Assignment »
Scan the records for "Geibel". Show the matching lines.

Stored data:
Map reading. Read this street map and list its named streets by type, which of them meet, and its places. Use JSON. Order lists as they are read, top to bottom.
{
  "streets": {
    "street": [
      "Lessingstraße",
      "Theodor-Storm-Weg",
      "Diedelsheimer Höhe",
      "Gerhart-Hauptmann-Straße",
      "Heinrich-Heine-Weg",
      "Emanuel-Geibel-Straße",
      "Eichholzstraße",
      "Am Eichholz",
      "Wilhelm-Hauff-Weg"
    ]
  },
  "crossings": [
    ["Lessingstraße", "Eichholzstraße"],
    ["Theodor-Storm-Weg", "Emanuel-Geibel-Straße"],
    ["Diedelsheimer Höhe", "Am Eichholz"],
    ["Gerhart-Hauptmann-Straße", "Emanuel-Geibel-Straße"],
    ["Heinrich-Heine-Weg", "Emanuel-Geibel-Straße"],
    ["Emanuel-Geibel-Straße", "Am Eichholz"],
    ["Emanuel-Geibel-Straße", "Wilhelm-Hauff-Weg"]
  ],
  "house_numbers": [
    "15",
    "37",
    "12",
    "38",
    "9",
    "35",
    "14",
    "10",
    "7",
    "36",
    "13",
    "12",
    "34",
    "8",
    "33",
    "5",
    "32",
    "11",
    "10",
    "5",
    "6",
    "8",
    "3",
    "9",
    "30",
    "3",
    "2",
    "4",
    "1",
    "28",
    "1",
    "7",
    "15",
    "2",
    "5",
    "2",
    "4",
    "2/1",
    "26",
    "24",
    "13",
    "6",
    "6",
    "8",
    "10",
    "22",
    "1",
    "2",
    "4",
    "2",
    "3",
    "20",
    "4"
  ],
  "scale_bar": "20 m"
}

Finished task »
      "Emanuel-Geibel-Straße",
    ["Theodor-Storm-Weg", "Emanuel-Geibel-Straße"],
    ["Gerhart-Hauptmann-Straße", "Emanuel-Geibel-Straße"],
    ["Heinrich-Heine-Weg", "Emanuel-Geibel-Straße"],
    ["Emanuel-Geibel-Straße", "Am Eichholz"],
    ["Emanuel-Geibel-Straße", "Wilhelm-Hauff-Weg"]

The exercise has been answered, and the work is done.